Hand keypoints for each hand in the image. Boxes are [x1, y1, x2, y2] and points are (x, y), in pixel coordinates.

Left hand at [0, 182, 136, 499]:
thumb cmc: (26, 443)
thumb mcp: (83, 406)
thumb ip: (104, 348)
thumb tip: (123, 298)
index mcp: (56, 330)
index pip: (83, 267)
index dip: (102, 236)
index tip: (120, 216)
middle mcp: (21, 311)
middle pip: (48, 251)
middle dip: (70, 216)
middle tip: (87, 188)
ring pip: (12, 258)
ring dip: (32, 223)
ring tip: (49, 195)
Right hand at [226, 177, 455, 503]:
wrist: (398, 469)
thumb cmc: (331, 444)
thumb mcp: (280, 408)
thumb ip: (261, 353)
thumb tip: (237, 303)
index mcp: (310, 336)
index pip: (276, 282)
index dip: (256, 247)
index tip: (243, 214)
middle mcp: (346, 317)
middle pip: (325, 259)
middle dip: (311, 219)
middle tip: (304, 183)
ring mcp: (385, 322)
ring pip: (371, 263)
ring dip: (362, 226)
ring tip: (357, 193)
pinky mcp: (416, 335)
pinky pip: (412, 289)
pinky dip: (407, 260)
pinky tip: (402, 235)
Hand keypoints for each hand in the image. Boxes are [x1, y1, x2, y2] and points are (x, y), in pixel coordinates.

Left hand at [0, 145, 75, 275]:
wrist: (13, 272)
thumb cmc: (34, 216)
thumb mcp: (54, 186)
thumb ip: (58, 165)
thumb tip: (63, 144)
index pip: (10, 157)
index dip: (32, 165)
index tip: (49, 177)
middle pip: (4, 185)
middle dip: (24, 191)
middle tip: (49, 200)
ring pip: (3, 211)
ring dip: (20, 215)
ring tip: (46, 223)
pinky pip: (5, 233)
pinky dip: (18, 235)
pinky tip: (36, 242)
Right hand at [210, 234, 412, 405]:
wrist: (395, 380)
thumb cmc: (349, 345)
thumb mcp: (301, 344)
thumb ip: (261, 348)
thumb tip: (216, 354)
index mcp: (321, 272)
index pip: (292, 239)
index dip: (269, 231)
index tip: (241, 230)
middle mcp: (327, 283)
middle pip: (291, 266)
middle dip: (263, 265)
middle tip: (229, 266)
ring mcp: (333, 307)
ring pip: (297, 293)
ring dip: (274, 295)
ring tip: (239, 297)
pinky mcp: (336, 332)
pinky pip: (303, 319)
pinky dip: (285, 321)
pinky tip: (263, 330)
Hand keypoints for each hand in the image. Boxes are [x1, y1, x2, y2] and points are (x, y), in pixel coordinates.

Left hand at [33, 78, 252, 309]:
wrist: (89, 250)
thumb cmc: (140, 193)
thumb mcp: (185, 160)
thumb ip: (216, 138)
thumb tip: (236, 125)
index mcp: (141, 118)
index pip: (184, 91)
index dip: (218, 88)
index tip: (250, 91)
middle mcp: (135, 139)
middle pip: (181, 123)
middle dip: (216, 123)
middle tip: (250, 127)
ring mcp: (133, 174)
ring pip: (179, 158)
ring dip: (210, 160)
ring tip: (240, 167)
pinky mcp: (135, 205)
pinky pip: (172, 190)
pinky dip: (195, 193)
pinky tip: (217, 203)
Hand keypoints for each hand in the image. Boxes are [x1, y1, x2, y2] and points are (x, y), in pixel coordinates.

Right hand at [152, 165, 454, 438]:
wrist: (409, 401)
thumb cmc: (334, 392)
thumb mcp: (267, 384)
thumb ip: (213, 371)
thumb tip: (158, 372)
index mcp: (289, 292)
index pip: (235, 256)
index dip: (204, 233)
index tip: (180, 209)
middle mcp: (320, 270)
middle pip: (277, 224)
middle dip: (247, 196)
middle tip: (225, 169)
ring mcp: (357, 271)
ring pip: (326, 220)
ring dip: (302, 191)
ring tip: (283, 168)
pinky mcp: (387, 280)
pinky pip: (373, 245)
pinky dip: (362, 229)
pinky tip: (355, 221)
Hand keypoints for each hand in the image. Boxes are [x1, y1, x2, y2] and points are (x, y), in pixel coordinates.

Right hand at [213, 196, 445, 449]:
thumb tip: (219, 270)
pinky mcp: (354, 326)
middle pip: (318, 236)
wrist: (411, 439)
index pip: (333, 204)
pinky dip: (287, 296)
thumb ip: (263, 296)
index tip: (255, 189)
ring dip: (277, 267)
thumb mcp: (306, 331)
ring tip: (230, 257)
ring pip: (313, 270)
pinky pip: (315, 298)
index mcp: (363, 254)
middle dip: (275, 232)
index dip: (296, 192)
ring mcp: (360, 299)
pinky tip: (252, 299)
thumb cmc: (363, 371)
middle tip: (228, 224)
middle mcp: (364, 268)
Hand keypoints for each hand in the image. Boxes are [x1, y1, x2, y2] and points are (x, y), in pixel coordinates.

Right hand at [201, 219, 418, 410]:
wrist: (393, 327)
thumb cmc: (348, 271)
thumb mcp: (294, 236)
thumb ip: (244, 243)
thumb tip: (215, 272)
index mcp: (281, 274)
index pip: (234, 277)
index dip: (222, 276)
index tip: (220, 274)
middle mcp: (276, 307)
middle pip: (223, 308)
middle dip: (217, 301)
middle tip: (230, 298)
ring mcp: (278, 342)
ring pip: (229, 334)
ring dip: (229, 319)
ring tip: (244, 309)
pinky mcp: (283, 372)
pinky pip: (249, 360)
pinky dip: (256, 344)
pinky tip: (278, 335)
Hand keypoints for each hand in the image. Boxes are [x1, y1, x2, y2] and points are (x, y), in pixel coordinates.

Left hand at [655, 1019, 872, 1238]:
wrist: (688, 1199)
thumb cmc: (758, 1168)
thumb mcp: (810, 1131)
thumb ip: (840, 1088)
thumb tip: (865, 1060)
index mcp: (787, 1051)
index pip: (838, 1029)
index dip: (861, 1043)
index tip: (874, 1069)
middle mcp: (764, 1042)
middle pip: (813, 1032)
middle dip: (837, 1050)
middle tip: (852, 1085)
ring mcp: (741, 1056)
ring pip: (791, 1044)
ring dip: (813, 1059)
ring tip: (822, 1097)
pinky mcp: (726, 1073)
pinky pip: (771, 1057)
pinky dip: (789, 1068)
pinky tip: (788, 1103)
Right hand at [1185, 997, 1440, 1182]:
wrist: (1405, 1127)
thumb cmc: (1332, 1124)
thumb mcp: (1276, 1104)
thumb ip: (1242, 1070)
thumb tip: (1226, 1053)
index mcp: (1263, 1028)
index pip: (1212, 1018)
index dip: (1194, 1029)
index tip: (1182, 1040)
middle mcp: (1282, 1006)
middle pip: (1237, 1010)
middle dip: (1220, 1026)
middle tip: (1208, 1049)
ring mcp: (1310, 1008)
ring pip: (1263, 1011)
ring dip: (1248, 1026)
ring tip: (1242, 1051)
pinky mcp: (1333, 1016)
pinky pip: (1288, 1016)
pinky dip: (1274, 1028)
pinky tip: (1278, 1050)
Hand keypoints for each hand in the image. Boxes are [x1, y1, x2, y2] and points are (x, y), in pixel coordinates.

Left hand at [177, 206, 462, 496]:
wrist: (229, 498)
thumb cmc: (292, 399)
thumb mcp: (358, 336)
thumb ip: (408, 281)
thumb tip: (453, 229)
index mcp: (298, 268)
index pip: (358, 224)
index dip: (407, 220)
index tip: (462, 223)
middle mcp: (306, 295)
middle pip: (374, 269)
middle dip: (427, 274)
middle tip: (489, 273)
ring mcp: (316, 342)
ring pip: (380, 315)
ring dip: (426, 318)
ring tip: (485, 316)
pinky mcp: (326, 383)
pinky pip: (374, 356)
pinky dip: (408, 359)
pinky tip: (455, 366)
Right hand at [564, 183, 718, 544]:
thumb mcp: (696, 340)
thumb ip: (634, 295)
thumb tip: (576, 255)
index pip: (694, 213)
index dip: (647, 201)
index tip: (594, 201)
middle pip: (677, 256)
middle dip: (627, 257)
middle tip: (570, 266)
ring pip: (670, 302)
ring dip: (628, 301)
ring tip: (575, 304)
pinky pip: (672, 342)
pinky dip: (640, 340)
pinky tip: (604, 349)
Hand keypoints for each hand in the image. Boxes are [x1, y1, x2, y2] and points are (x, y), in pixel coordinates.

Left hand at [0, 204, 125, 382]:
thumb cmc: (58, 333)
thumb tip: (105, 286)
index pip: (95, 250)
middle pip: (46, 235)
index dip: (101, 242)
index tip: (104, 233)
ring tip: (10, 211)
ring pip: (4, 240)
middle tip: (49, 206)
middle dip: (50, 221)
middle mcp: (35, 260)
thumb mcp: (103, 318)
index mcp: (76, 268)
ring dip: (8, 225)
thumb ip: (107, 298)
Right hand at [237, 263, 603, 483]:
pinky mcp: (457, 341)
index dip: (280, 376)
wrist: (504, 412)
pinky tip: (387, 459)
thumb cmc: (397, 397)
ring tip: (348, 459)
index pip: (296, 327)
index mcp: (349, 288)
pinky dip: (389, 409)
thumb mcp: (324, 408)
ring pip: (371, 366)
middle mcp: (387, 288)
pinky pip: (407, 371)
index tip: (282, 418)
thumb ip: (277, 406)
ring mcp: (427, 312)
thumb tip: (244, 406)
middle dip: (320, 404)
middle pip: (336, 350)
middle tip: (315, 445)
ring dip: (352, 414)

┄┄┄┄┄┄

_Brief_:
Repeat, word for word, the lines above between the line holding "middle tip: (229, 266)" and the line holding "wrist: (409, 401)", inclusive; omit everything else.

_Your solution_:
middle tip: (229, 266)
ring mcp: (333, 307)
ring pip: (297, 293)
ring dip: (274, 295)
ring tip: (239, 297)
pinky mcp: (336, 332)
pinky pip: (303, 319)
pinky dip: (285, 321)
pinky tip: (263, 330)
Hand keypoints for each hand in the image. Boxes are [x1, y1, x2, y2] and points are (x, y), in pixel coordinates.

Left hand at [33, 78, 252, 309]:
wrist: (89, 250)
thumb cmc: (140, 193)
thumb mcp: (185, 160)
thumb ip: (216, 138)
thumb tip: (236, 125)
index mcp: (141, 118)
index pip: (184, 91)
index dip: (218, 88)
index tip: (250, 91)
middle mcp: (135, 139)
middle pip: (181, 123)
middle dip: (216, 123)
middle tip: (250, 127)
ring mcp: (133, 174)
ring pip: (179, 158)
ring dip: (210, 160)
ring tip: (240, 167)
pinky mcp: (135, 205)
pinky pip: (172, 190)
pinky dip: (195, 193)
pinky tip: (217, 203)
Hand keypoints for each hand in the image. Boxes are [x1, y1, x2, y2] and points are (x, y), in pixel coordinates.

Right hand at [152, 165, 454, 438]:
wrist: (409, 401)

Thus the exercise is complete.